Successful transfer of immune unresponsiveness to concordant rat islet xenografts

Indefinite survival of concordant xenogeneic Wistar Furth (WF) rat islet survival was obtained by intrahepatic transplants of cultured WF islets and a single injection of antilymphocyte sera in C57BL/6 mice. Adoptive transfer of splenocytes from mice with established WF islet xenografts produced a marked prolongation of survival of WF islets transplanted under the kidney capsule of diabetic irradiated (600 rads), naive C57BL/6 recipients (mean survival time = 48.9 +/- 17.1 days), and three of the recipients were still normoglycemic at 100 days after transplantation. Adoptive transfer of an equal mixture (3 x 10(7) cells each) of these splenocytes with normal splenocytes also prolonged survival of the kidney capsule islet xenografts (mean survival time = 26.5 +/- 7.8 days vs. 15.2 +/- 5.3 days for controls). In vitro studies on lymphocyte proliferation demonstrated a low rate of proliferation of splenocytes from established islet xenografts in the presence of irradiated WF splenocytes (stimulation index = 1.6 vs. 16.2 for naive C57BL/6 mice), and mixing the cells with control splenocytes also decreased the proliferation of splenocytes as compared with controls (stimulation index = 5.4 vs. 16.2 in controls).
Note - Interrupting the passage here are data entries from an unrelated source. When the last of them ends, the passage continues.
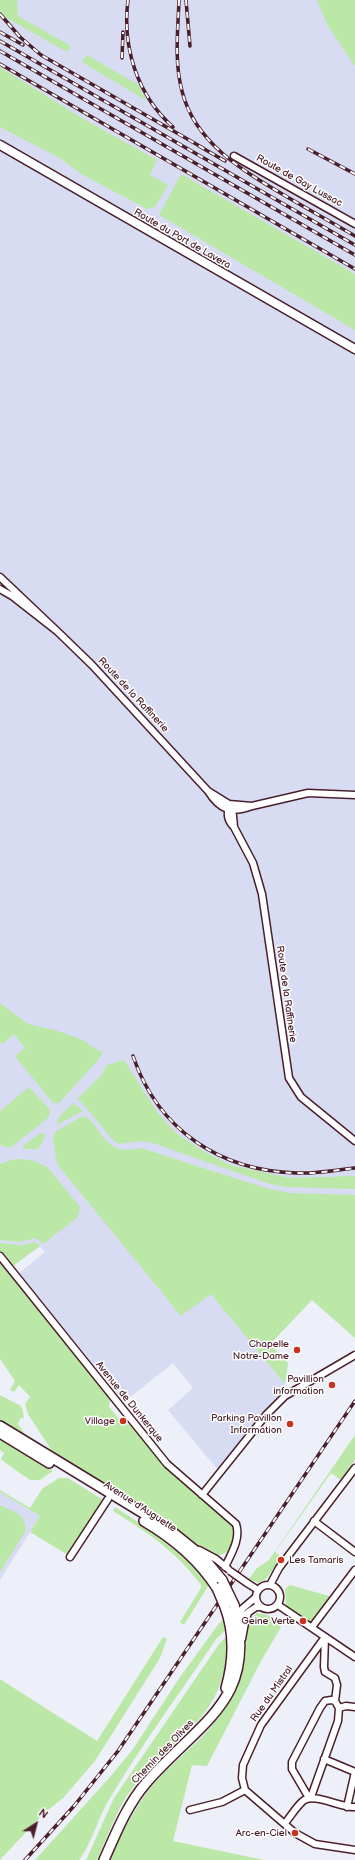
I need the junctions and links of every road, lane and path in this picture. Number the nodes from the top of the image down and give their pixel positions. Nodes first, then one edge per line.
1 (0, 145) edge
2 (234, 156) dead end
3 (355, 224) edge
4 (355, 349) edge
5 (0, 577) edge
6 (0, 589) edge
7 (58, 632) junction
8 (355, 795) edge
9 (230, 808) junction
10 (355, 1141) edge
11 (0, 1256) edge
12 (355, 1355) edge
13 (0, 1426) edge
14 (0, 1433) edge
15 (355, 1468) edge
16 (202, 1495) junction
17 (108, 1499) junction
18 (314, 1521) junction
19 (190, 1546) junction
20 (355, 1552) edge
21 (232, 1553) junction
22 (70, 1557) dead end
23 (216, 1559) junction
24 (228, 1569) junction
25 (355, 1570) edge
26 (270, 1585) junction
27 (258, 1590) junction
28 (256, 1597) junction
29 (278, 1605) junction
30 (261, 1607) junction
31 (231, 1610) junction
32 (248, 1613) junction
33 (312, 1627) junction
34 (232, 1633) joint
35 (325, 1637) junction
36 (241, 1650) junction
37 (355, 1657) edge
38 (335, 1702) junction
39 (220, 1704) junction
40 (355, 1707) edge
41 (339, 1708) junction
42 (324, 1759) junction
43 (355, 1772) edge
44 (245, 1790) junction
45 (310, 1797) junction
46 (348, 1807) junction
47 (355, 1807) edge
48 (190, 1810) dead end
49 (285, 1823) junction
50 (355, 1850) edge
51 (104, 1860) edge

1 - 4 street, Route du Port de Lavera
2 - 3 street, Route de Gay Lussac
5 - 7 street, Route de la Raffinerie
6 - 7 street, Route de la Raffinerie
7 - 9 street, Route de la Raffinerie
8 - 9 street
9 - 10 street, Route de la Raffinerie
11 - 16 street, Avenue de Dunkerque
12 - 16 street
13 - 19 main road, Avenue d'Auguette
14 - 17 main road, Avenue d'Auguette
15 - 18 street
16 - 21 street, Avenue de Dunkerque
17 - 22 street
17 - 31 main road, Avenue d'Auguette, bridge
18 - 20 street
18 - 26 street
19 - 23 street
19 - 31 main road, Avenue d'Auguette, bridge
21 - 23 street
21 - 24 street, Avenue de Dunkerque
23 - 24 street
24 - 27 street, bridge
25 - 33 street
26 - 27 street
26 - 29 street
27 - 28 street
28 - 30 street
28 - 31 street
29 - 30 street
29 - 33 street
30 - 32 street
31 - 32 street
31 - 34 main road, Avenue d'Auguette
31 - 36 main road, Chemin des Olives
32 - 36 street, Chemin des Olives
33 - 35 street
34 - 39 main road, Chemin des Olives
35 - 37 street
35 - 38 street
35 - 44 street, Rue du Mistral
36 - 39 main road, Chemin des Olives
38 - 41 street
38 - 45 street
39 - 51 main road, Chemin des Olives
40 - 41 street
41 - 42 street
42 - 43 street
42 - 45 street
43 - 46 street
44 - 48 street
44 - 49 street
45 - 46 street
45 - 49 street
46 - 47 street
49 - 50 street

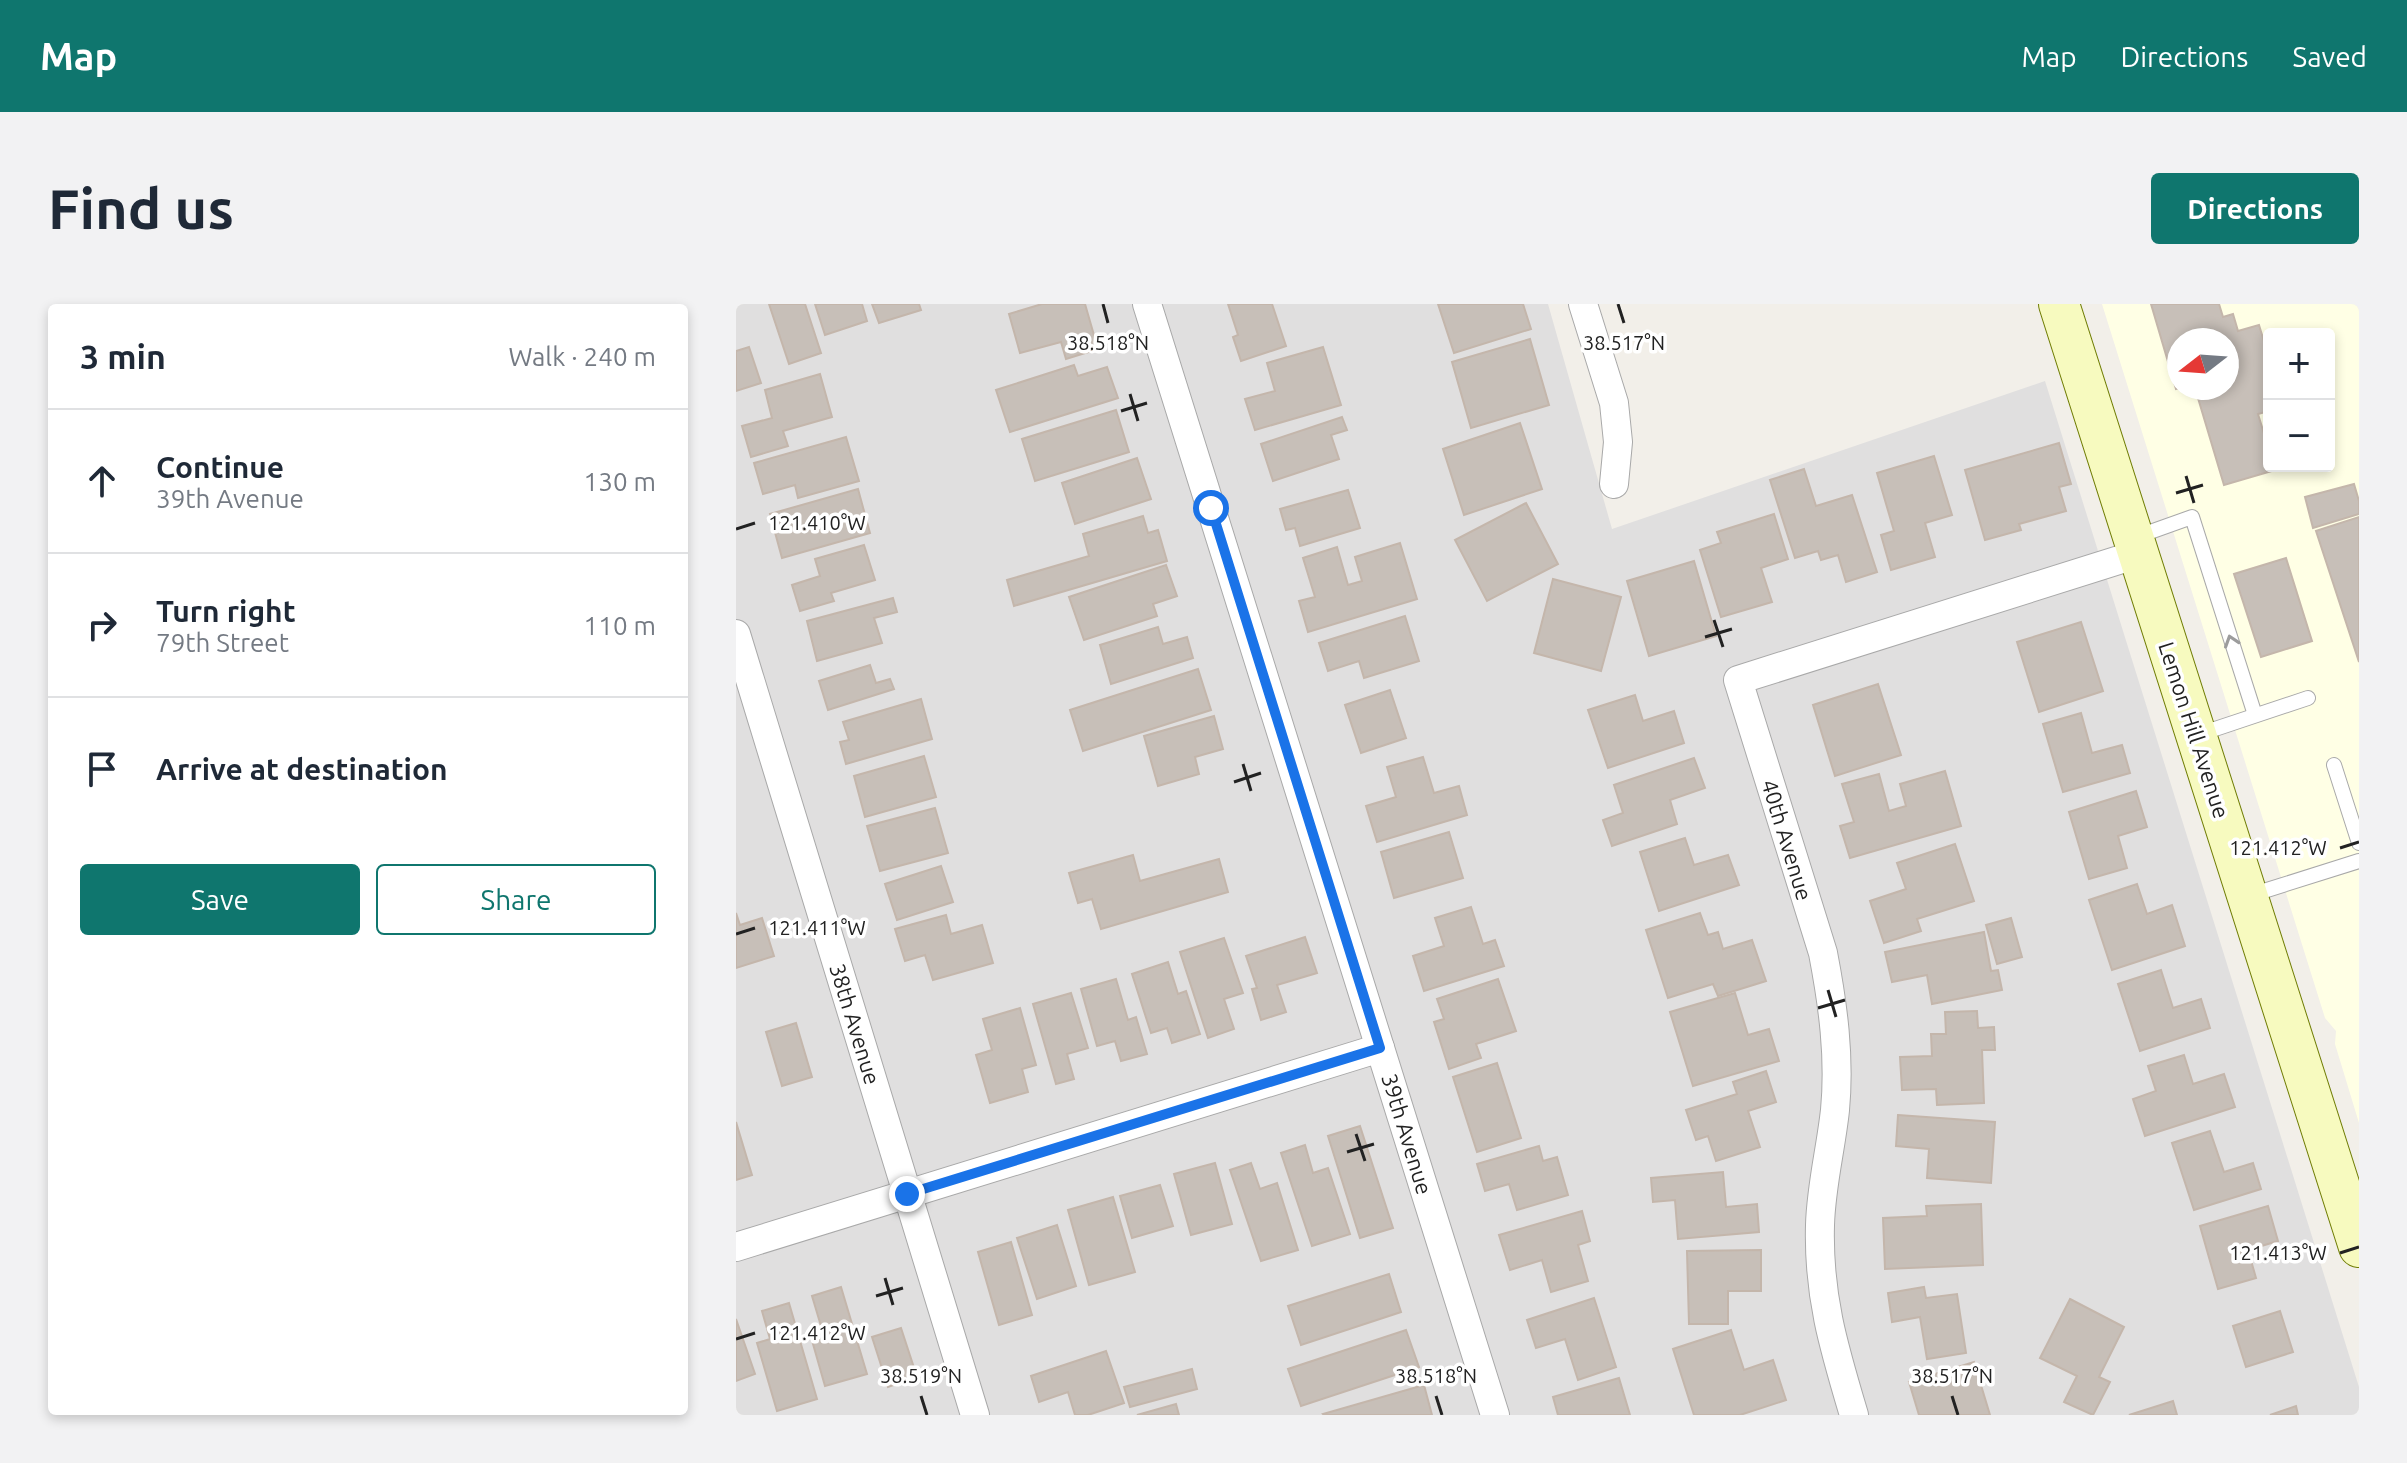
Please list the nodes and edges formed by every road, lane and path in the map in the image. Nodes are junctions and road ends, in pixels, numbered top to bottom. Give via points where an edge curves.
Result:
1 (1147, 304) edge
2 (1583, 304) edge
3 (2059, 304) edge
4 (1614, 484) dead end
5 (2136, 546) junction
6 (736, 634) edge
7 (2308, 698) dead end
8 (2255, 715) junction
9 (2196, 735) junction
10 (2334, 765) dead end
11 (2359, 843) edge
12 (2359, 861) edge
13 (2247, 896) junction
14 (1380, 1048) junction
15 (907, 1194) junction
16 (736, 1247) edge
17 (2359, 1247) edge
18 (975, 1415) edge
19 (1495, 1415) edge
20 (1854, 1415) edge

1 - 14 street, 39th Avenue
2 - 4 street via 1614,403
3 - 5 street, Lemon Hill Avenue
8 -> 5 lane via 2192,517
5 - 9 street, Lemon Hill Avenue
5 - 20 street, 40th Avenue via 1738,680 1823,953 1832,999 1836,1096 1820,1223 1822,1282 1829,1333
6 - 15 street, 38th Avenue
7 - 8 lane
8 - 9 lane
9 - 13 street, Lemon Hill Avenue
10 - 11 lane
12 - 13 lane
13 - 17 street, Lemon Hill Avenue
14 - 15 street
14 - 19 street, 39th Avenue
15 - 16 street
15 - 18 street, 38th Avenue

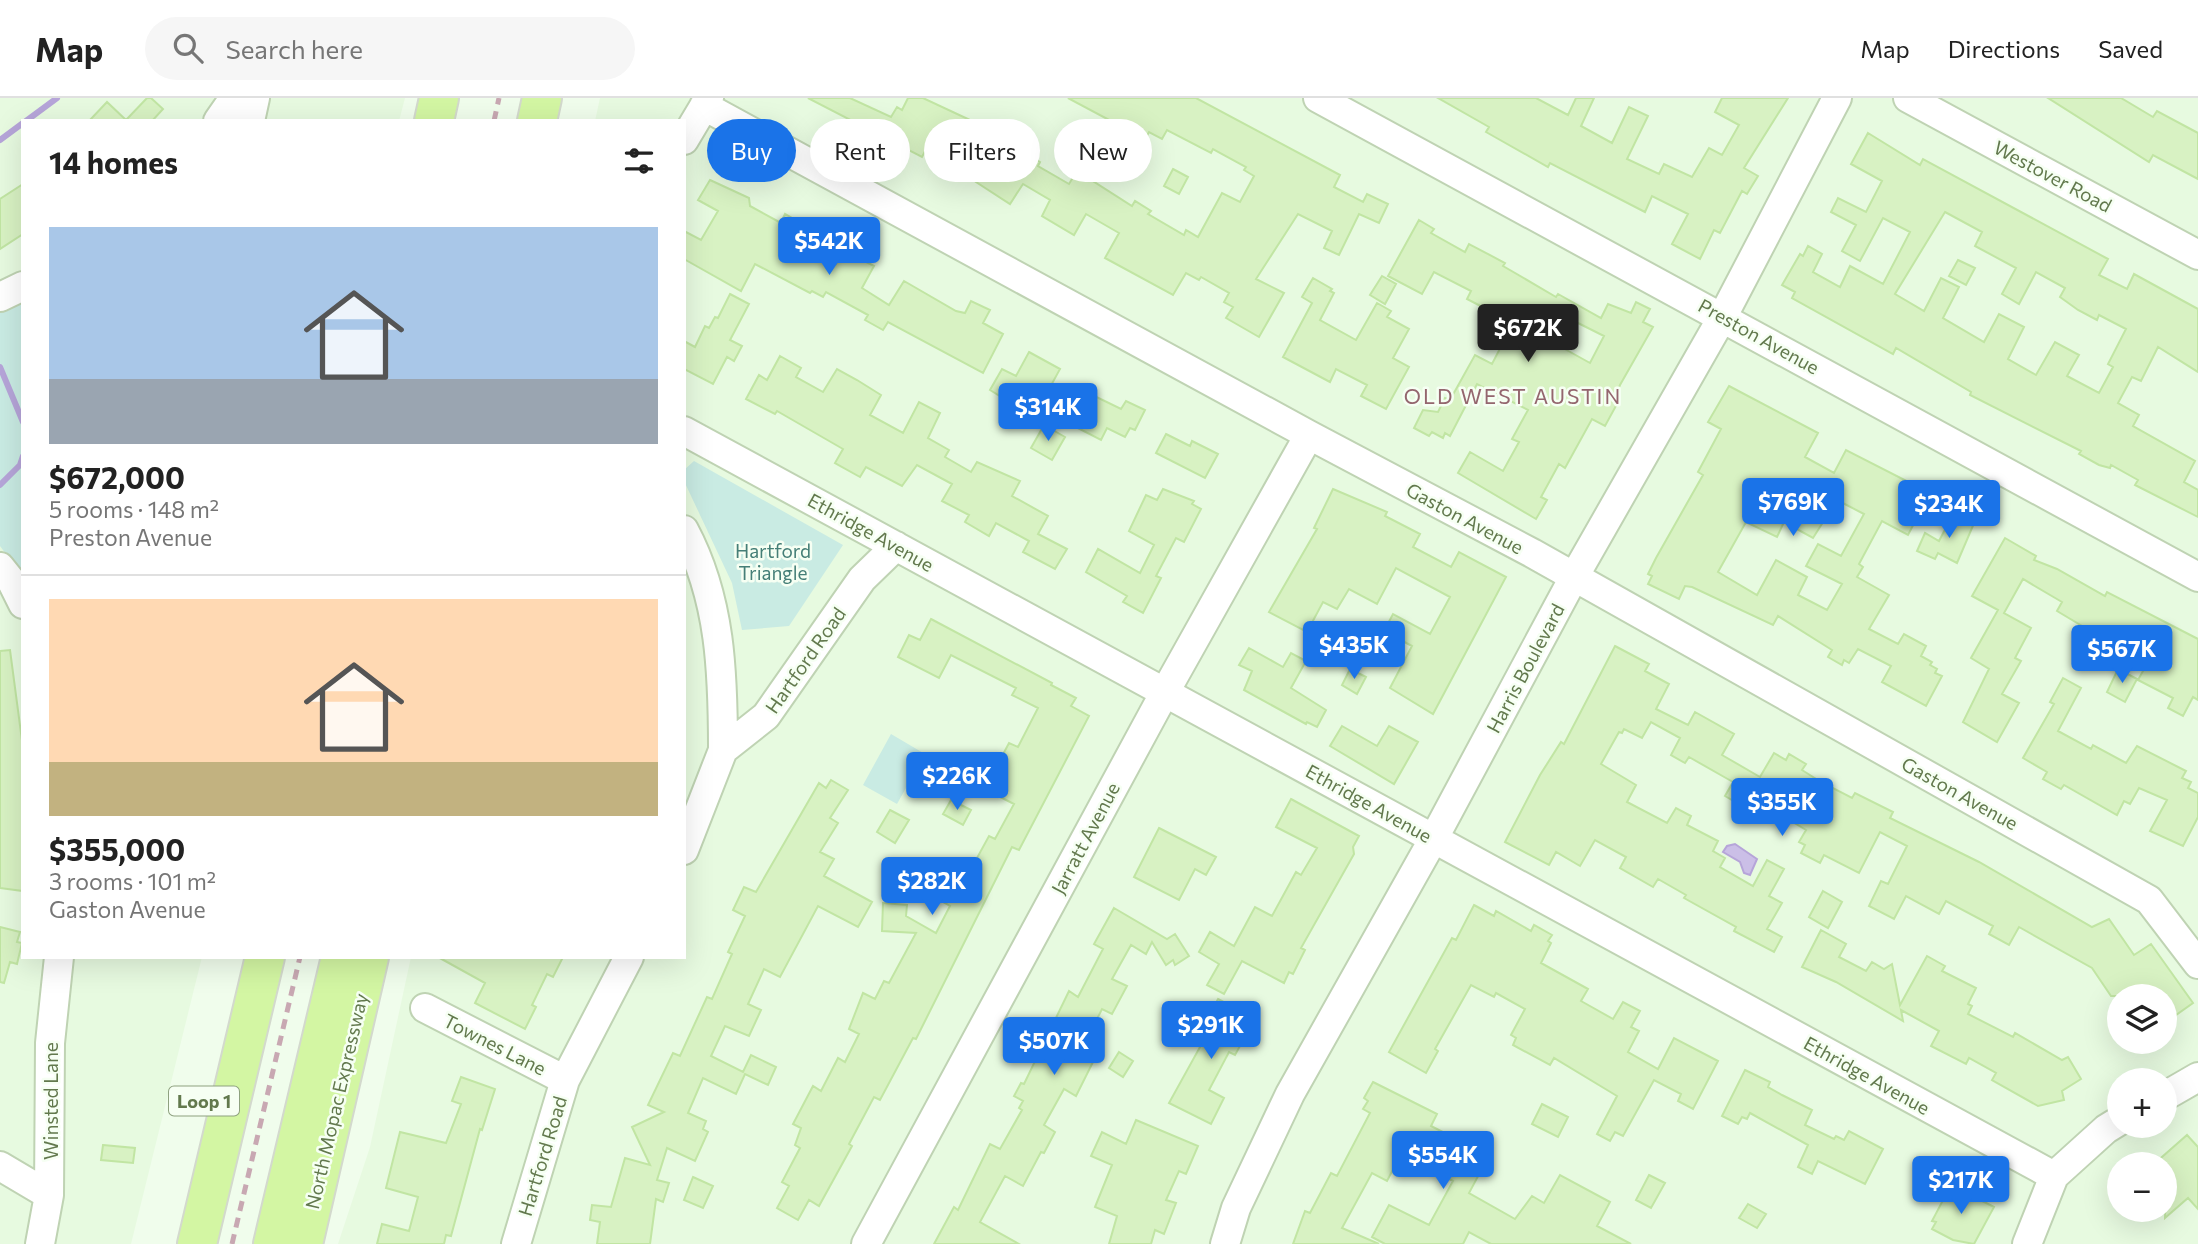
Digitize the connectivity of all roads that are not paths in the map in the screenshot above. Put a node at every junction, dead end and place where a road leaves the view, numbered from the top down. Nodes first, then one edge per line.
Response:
1 (234, 98) edge
2 (255, 98) edge
3 (415, 98) edge
4 (439, 98) edge
5 (466, 98) edge
6 (542, 98) edge
7 (567, 98) edge
8 (1318, 98) edge
9 (1837, 98) edge
10 (1908, 98) edge
11 (706, 102) edge
12 (219, 119) edge
13 (250, 119) edge
14 (411, 119) edge
15 (434, 119) edge
16 (461, 119) edge
17 (537, 119) edge
18 (562, 119) edge
19 (686, 137) edge
20 (2198, 255) edge
21 (21, 287) edge
22 (0, 297) edge
23 (1723, 316) junction
24 (686, 431) edge
25 (1309, 435) junction
26 (686, 534) edge
27 (896, 546) junction
28 (0, 567) edge
29 (2198, 577) edge
30 (1574, 578) junction
31 (21, 600) edge
32 (1165, 692) junction
33 (723, 750) junction
34 (1434, 838) junction
35 (686, 845) edge
36 (60, 959) edge
37 (237, 959) edge
38 (265, 959) edge
39 (341, 959) edge
40 (368, 959) edge
41 (628, 959) edge
42 (2198, 964) edge
43 (425, 1008) dead end
44 (2198, 1077) edge
45 (565, 1080) junction
46 (2177, 1089) edge
47 (2107, 1128) edge
48 (0, 1166) edge
49 (2054, 1177) junction
50 (49, 1195) junction
51 (296, 1243) edge
52 (40, 1244) edge
53 (170, 1244) edge
54 (197, 1244) edge
55 (516, 1244) edge
56 (866, 1244) edge
57 (1225, 1244) edge
58 (2027, 1244) edge

1 - 12 street
2 - 13 street
3 - 14 highway
4 - 15 highway
5 - 16 highway
6 - 17 highway
7 - 18 highway
8 - 23 street, Preston Avenue
9 - 23 street, Harris Boulevard
10 - 20 street, Westover Road
11 - 19 street
11 - 25 street, Gaston Avenue
21 - 22 street
23 - 29 street, Preston Avenue
23 - 30 street, Harris Boulevard
24 - 27 street, Ethridge Avenue
25 - 30 street, Gaston Avenue
25 - 32 street, Jarratt Avenue
26 - 33 street
27 - 32 street, Ethridge Avenue
27 - 33 street, Hartford Road
28 - 31 street
30 - 34 street, Harris Boulevard
30 - 42 street, Gaston Avenue
32 - 34 street, Ethridge Avenue
32 - 56 street, Jarratt Avenue
33 - 35 street
34 - 49 street, Ethridge Avenue
34 - 57 street, Harris Boulevard
36 - 50 street, Winsted Lane
37 - 53 highway, Loop 1
38 - 54 highway
39 - 51 highway
40 - 51 highway, North Mopac Expressway
41 - 45 street, Hartford Road
43 - 45 street, Townes Lane
44 - 46 street
45 - 55 street, Hartford Road
47 - 49 street
48 - 50 street
49 - 58 street
50 - 52 street, Winsted Lane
The inhibitory effect was not species specific, since splenocytes from mice with established islet xenografts also produced a 42% inhibition of proliferation in the presence of irradiated Lewis splenocytes. These findings demonstrate that concordant, islet xenograft, immune unresponsiveness can be adoptively transferred by splencotyes from mice with established islet xenografts.